* _Supplied records_:
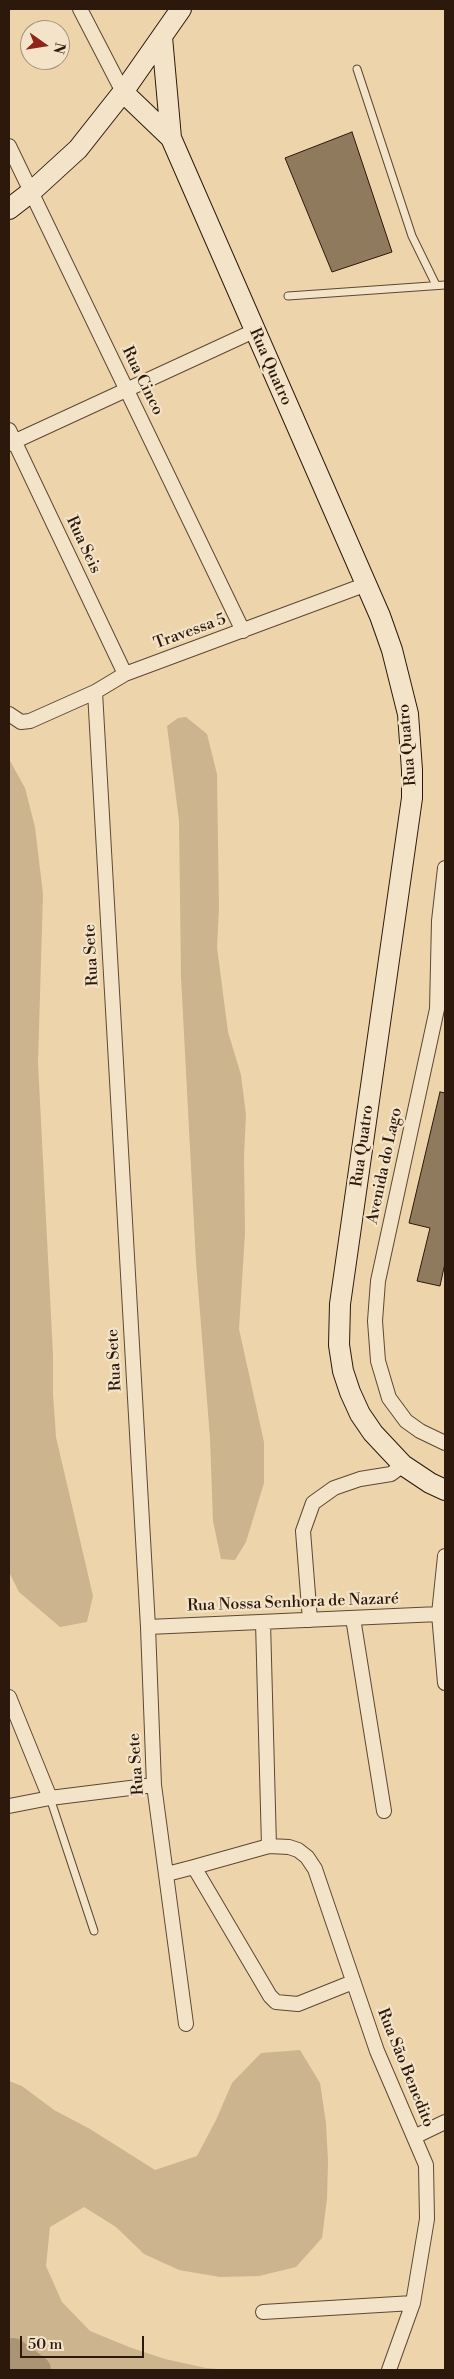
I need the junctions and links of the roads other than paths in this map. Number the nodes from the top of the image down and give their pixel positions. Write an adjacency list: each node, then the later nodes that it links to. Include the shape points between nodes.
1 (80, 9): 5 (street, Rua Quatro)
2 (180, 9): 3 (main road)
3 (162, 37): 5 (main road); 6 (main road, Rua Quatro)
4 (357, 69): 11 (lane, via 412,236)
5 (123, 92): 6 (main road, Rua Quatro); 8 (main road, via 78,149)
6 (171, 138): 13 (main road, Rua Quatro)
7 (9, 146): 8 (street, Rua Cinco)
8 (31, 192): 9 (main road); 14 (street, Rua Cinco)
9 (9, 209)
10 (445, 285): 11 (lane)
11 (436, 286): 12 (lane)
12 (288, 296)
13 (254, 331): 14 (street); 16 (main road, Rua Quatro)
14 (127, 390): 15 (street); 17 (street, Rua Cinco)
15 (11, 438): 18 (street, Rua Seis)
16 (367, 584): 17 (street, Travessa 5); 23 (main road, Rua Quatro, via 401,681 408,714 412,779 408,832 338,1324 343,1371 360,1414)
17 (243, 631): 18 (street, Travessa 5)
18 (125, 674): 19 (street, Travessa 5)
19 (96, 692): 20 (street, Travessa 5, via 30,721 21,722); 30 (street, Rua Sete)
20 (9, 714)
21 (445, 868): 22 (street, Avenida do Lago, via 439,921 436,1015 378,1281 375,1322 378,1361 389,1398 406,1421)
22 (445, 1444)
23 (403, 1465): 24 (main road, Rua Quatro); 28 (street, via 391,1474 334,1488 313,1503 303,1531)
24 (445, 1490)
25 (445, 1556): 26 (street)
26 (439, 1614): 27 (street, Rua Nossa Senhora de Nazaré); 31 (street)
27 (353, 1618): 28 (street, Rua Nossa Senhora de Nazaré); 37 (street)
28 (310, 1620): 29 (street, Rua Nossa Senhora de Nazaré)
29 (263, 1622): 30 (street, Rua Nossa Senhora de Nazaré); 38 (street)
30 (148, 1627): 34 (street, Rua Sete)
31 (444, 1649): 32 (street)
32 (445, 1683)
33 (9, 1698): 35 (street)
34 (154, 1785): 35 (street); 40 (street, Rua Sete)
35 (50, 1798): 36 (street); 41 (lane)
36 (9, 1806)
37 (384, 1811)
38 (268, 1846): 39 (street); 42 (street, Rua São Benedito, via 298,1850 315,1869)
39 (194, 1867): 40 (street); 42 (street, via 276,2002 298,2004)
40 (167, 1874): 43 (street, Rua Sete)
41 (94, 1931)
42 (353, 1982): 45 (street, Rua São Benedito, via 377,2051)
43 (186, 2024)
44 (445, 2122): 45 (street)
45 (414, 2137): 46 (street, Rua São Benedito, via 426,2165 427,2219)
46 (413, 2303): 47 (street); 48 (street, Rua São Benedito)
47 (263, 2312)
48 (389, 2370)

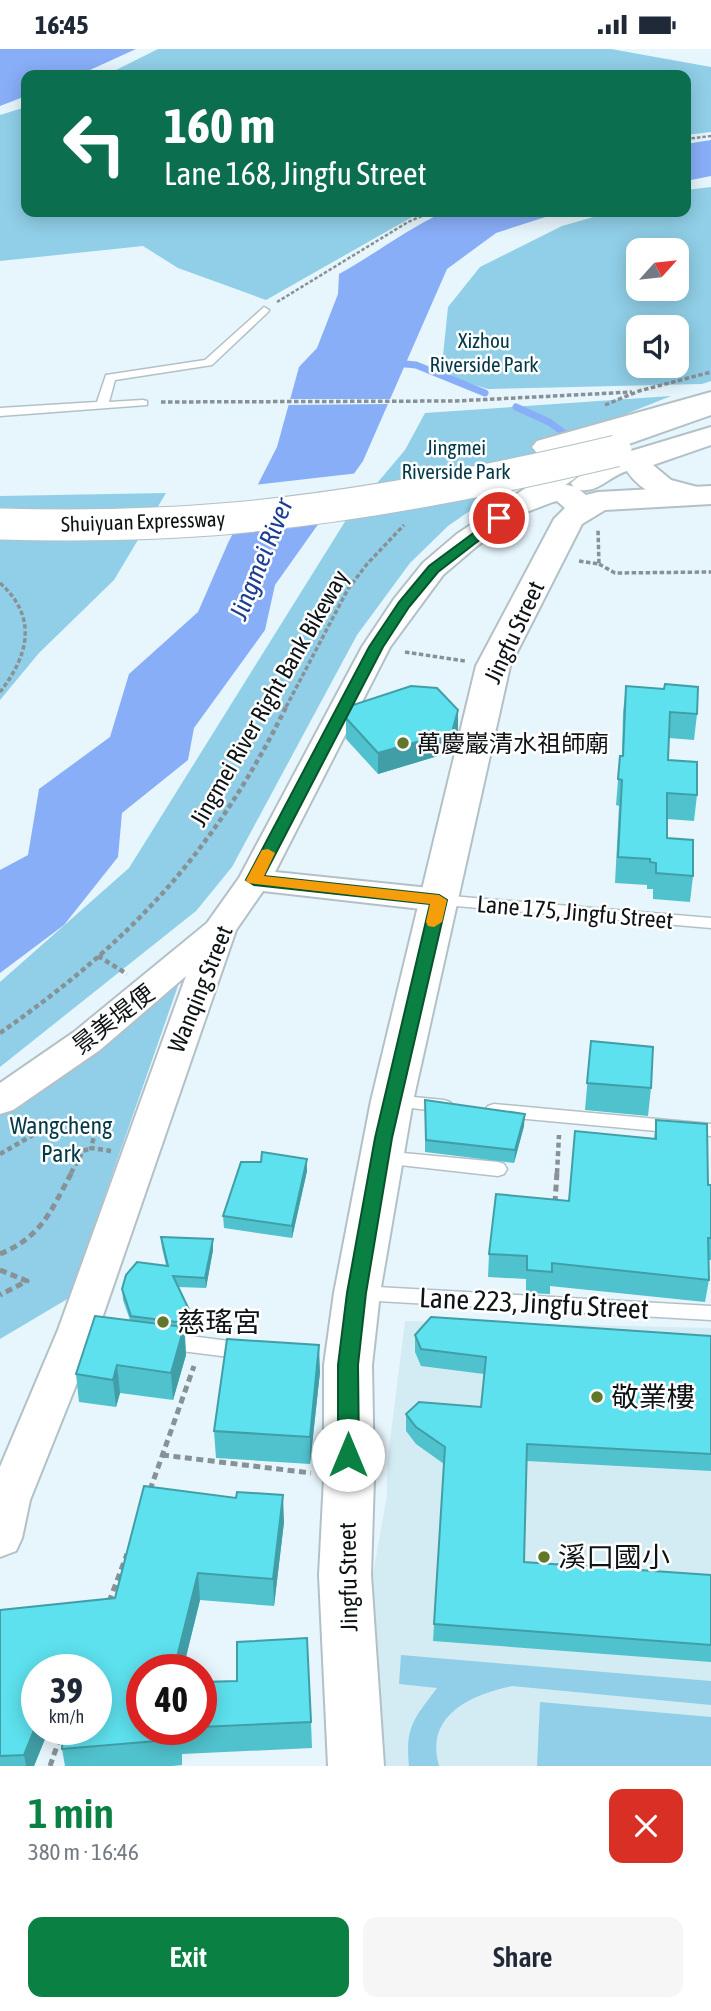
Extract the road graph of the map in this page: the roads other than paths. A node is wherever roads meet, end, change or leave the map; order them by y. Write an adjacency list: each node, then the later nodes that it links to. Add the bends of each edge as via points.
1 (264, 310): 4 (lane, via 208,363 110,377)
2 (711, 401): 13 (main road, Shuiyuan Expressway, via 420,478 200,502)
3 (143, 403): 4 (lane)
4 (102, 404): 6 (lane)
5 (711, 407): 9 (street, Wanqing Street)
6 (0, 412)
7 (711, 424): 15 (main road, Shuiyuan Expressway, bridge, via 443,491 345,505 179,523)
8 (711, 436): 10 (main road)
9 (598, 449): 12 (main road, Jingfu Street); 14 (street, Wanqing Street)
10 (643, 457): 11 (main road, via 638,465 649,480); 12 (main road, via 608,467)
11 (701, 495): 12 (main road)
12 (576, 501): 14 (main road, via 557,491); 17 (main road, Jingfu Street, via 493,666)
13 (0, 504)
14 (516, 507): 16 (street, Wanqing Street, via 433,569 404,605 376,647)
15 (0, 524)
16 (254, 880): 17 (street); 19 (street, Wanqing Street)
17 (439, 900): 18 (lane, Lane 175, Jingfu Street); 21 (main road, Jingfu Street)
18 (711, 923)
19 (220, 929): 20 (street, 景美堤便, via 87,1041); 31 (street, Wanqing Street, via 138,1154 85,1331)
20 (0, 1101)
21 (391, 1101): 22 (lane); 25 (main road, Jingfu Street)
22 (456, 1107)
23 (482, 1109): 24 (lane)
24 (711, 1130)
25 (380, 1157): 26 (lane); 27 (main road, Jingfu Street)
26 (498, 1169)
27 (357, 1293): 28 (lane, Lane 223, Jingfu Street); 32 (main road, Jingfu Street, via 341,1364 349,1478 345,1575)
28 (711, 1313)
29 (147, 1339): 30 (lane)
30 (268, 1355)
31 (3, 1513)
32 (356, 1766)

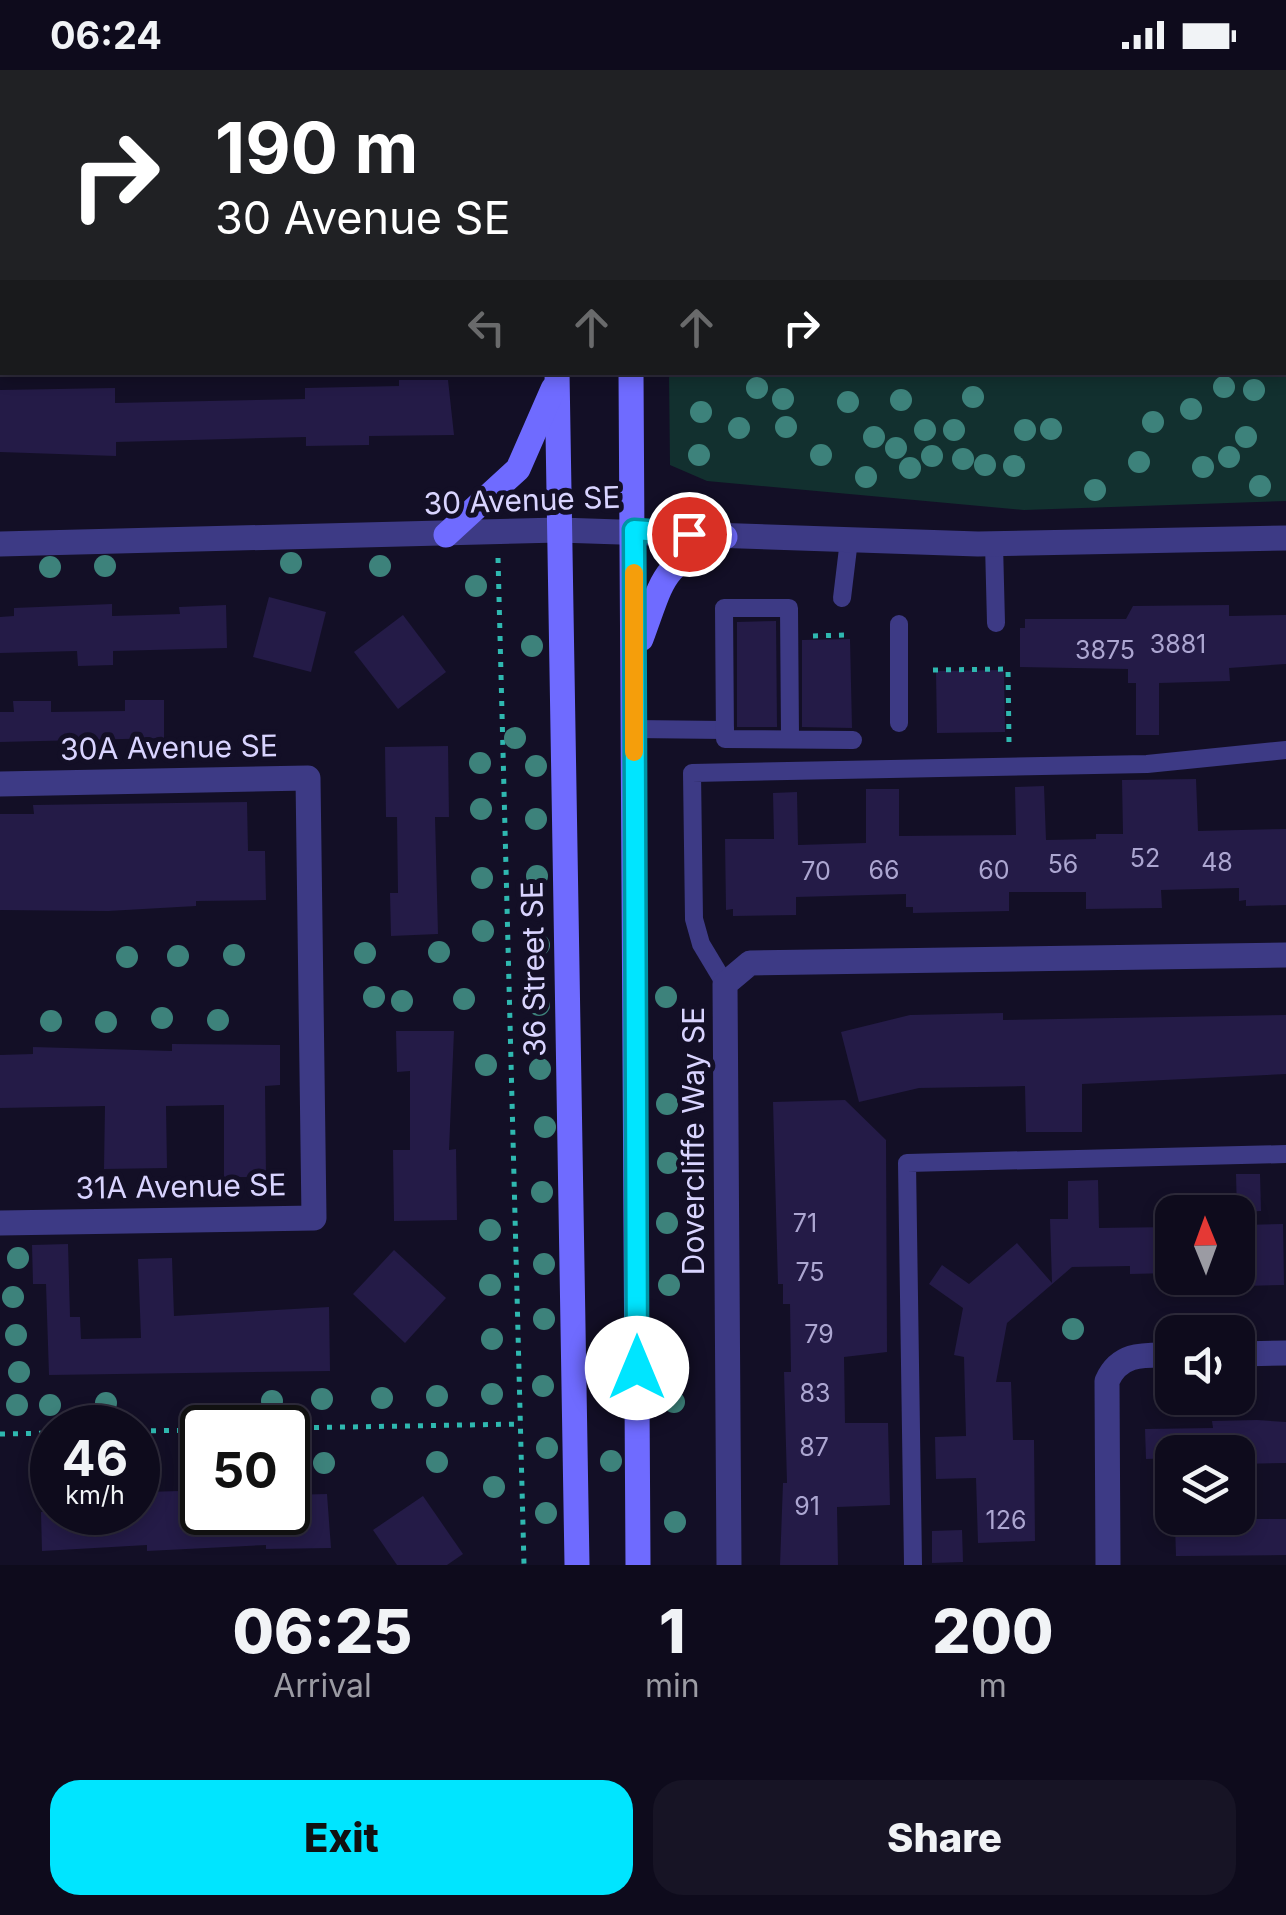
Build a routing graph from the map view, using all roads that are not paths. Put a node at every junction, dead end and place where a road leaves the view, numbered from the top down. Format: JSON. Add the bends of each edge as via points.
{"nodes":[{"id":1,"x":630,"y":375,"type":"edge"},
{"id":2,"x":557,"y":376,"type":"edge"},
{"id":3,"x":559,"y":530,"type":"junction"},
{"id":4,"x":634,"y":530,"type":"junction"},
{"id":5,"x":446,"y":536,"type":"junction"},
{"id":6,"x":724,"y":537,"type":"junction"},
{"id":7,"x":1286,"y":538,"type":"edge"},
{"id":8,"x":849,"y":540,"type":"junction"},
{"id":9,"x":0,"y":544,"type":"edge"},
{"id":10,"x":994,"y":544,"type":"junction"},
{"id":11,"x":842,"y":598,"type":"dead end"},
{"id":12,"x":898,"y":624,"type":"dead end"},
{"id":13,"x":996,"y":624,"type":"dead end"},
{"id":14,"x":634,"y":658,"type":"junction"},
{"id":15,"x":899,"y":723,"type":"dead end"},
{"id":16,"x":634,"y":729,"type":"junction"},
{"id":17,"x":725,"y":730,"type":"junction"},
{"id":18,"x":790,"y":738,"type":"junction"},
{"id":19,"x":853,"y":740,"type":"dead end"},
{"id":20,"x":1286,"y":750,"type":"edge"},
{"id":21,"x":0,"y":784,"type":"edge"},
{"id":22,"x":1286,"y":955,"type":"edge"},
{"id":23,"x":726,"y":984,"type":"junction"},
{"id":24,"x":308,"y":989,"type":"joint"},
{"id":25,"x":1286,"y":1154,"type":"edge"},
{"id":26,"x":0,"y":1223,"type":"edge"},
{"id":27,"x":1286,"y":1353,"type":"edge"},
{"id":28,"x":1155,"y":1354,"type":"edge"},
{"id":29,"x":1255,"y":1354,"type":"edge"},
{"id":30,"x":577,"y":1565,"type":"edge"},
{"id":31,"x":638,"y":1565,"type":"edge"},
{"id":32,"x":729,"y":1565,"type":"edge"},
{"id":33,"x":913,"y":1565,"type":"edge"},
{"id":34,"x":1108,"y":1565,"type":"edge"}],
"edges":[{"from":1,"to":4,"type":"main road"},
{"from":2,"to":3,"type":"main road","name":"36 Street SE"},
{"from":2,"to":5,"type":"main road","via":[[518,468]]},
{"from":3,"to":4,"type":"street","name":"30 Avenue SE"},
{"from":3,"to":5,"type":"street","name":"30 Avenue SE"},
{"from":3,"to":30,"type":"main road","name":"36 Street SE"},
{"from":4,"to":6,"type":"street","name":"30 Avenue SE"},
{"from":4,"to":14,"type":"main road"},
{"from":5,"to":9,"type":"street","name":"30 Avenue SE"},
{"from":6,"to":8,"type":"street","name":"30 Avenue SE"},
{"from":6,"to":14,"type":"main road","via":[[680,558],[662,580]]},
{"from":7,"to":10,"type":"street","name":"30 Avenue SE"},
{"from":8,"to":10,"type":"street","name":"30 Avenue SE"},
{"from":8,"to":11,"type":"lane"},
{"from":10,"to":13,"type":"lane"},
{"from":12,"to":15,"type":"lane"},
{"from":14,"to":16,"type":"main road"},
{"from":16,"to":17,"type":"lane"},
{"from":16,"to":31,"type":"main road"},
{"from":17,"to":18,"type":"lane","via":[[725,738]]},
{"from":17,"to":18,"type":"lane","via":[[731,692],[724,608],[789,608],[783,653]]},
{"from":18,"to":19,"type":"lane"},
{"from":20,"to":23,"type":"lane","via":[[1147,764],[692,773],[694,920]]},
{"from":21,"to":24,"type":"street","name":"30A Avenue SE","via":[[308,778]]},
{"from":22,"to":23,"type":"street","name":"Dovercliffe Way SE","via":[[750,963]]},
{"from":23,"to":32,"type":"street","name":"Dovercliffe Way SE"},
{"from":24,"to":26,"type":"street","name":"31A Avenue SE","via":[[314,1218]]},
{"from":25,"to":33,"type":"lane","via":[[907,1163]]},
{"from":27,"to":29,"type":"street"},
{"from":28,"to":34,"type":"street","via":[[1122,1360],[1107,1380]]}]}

* _Task to complete_: Consider the entries above and return each line with the string "Benedito".

* _Solution for this exercise_:
38 (268, 1846): 39 (street); 42 (street, Rua São Benedito, via 298,1850 315,1869)
42 (353, 1982): 45 (street, Rua São Benedito, via 377,2051)
45 (414, 2137): 46 (street, Rua São Benedito, via 426,2165 427,2219)
46 (413, 2303): 47 (street); 48 (street, Rua São Benedito)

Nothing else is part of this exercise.